Un clerc, pour quinze sous, sans craindre le holà, Peut aller au parterre attaquer Attila; Et, si le roi des Huns ne lui charme l’oreille, Traiter de visigoths tous les vers de Corneille.
(Boileau, sat. ix, 77.)
Si vous imprimez, un habitué de paroisse vous accuse d’hérésie, un cuistre de collége vous dénonce, un homme qui ne sait pas lire vous condamne; le public se moque de vous; votre libraire vous abandonne; votre marchand de vin ne veut plus vous faire crédit. J’ajoute toujours à mon Pater noster: « Mon Dieu, délivrez-moi de la rage de faire des livres! » Ô vous qui mettez comme moi du noir sur du blanc, et qui barbouillez du papier, souvenez-vous de ces vers que j’ai lus autrefois, et qui auraient dû nous corriger: Tout ce fatras fut du chanvre en son temps; Linge il devint par l’art des tisserands; Puis en lambeaux des pilons le pressèrent; Il fut papier. Cent cerveaux à l’envers De visions à l’envi le chargèrent; Puis on le brûle, il vole dans les airs, Il est fumée aussi bien que la gloire.
De nos travaux voilà quelle est l’histoire.
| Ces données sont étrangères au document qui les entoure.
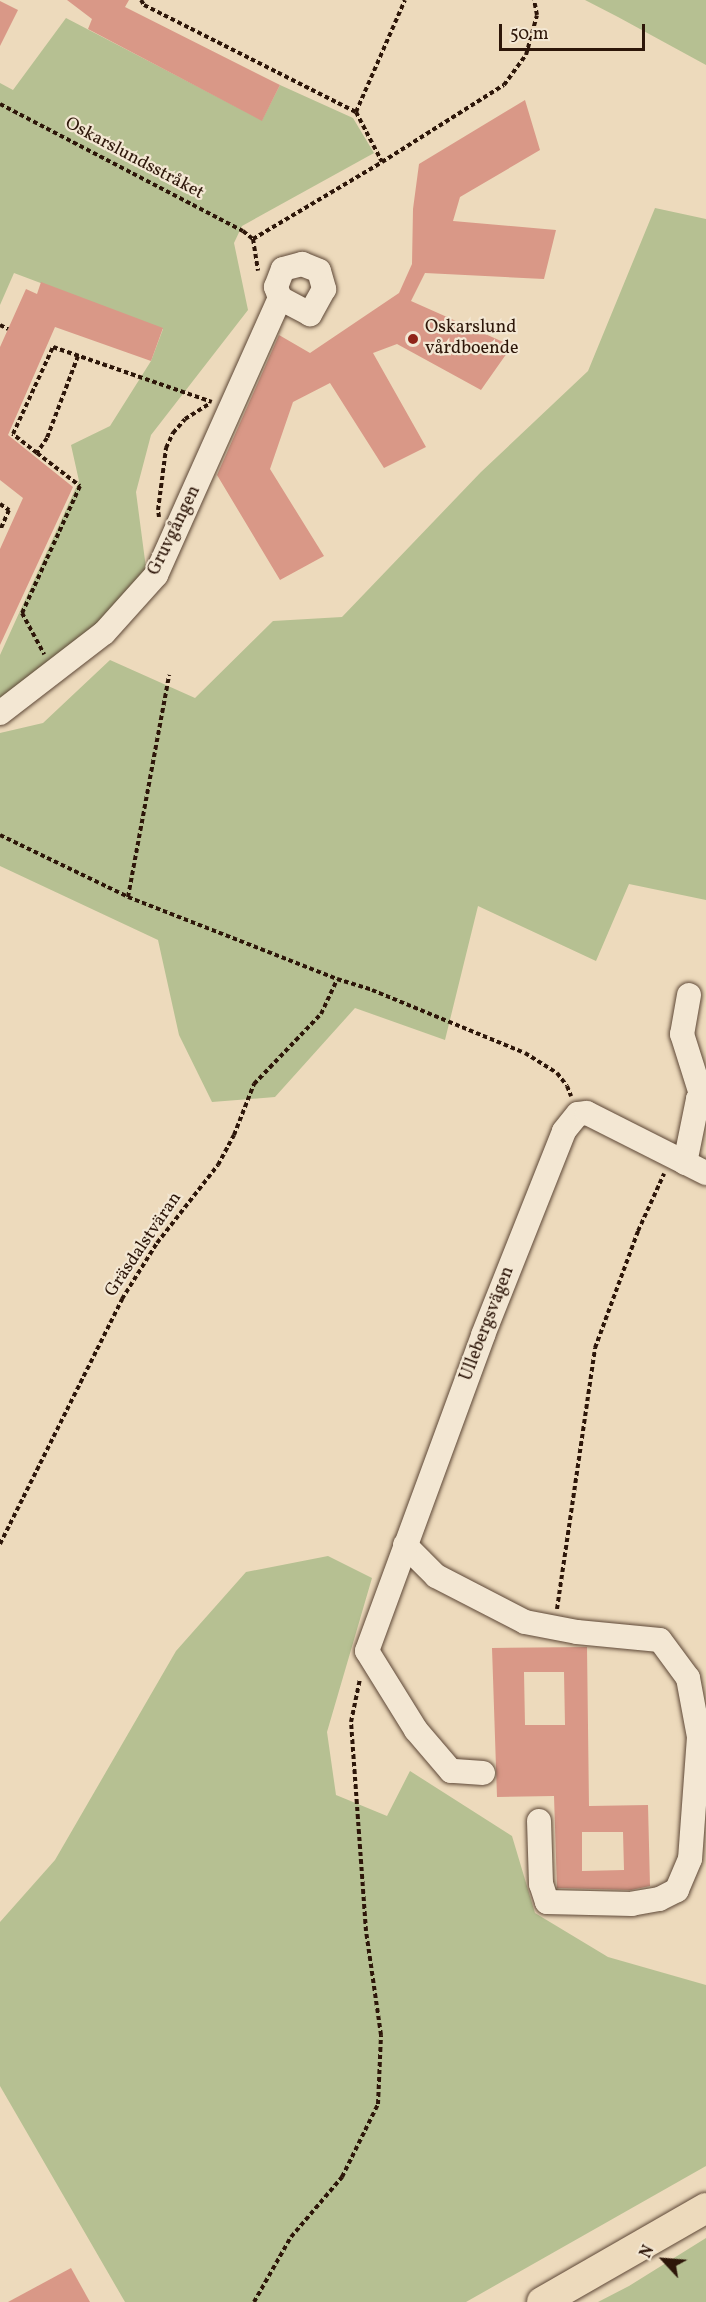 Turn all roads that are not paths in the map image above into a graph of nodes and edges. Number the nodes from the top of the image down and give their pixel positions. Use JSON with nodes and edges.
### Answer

Tout est fumée, et tout nous fait sentir Ce grand néant qui doit nous engloutir.
SECTION III.
Les livres sont aujourd’hui multipliés à un tel point que, non-seulement il est impossible de les lire tous, mais d’en savoir même le nombre et d’en connaître les titres. Heureusement on n’est pas obligé de lire tout ce qui s’imprime; et le plan de Caramuel, qui se proposait d’écrire cent volumes in-folio, et d’employer le pouvoir spirituel et temporel des princes pour contraindre leurs sujets à les lire, est demeuré sans exécution. Ringelberg avait aussi formé le dessein de composer environ mille volumes différents; mais quand il aurait assez vécu pour les publier, il n’eût pas encore approché d’Hermès Trismégiste, lequel, selon Jamblique, écrivit trente-six mille cinq cent vingt-cinq livres. Supposé la vérité du fait, les anciens n’avaient pas moins de raison que les modernes de se plaindre de la multitude des livres.
Aussi convient-on assez généralement qu’un petit nombre de livres choisis suffisent. Quelques-uns proposent de se borner à la Bible ou à l’Écriture sainte, comme les Turcs se réduisent à l’Alcoran: il y a cependant une grande différence entre les sentiments de respect que les mahométans ont pour leur l’Alcoran, et ceux des chrétiens pour l’Écriture, On ne saurait porter plus loin la vénération que les premiers témoignent en parlant de l’Alcoran. C’est, disent-ils, le plus grand des miracles, et tous les hommes ensemble ne sont point capables de rien faire qui en approche: ce qui est d’autant plus admirable que l’auteur n’avait fait aucune étude ni lu aucun livre. L’Alcoran vaut lui seul soixante mille miracles (c’est à peu près le nombre des versets qu’il contient): la résurrection d’un mort ne prouverait pas plus la vérité d’une religion que la composition de l’Alcoran. Il est si parfait qu’on doit le regarder comme un ouvrage incréé.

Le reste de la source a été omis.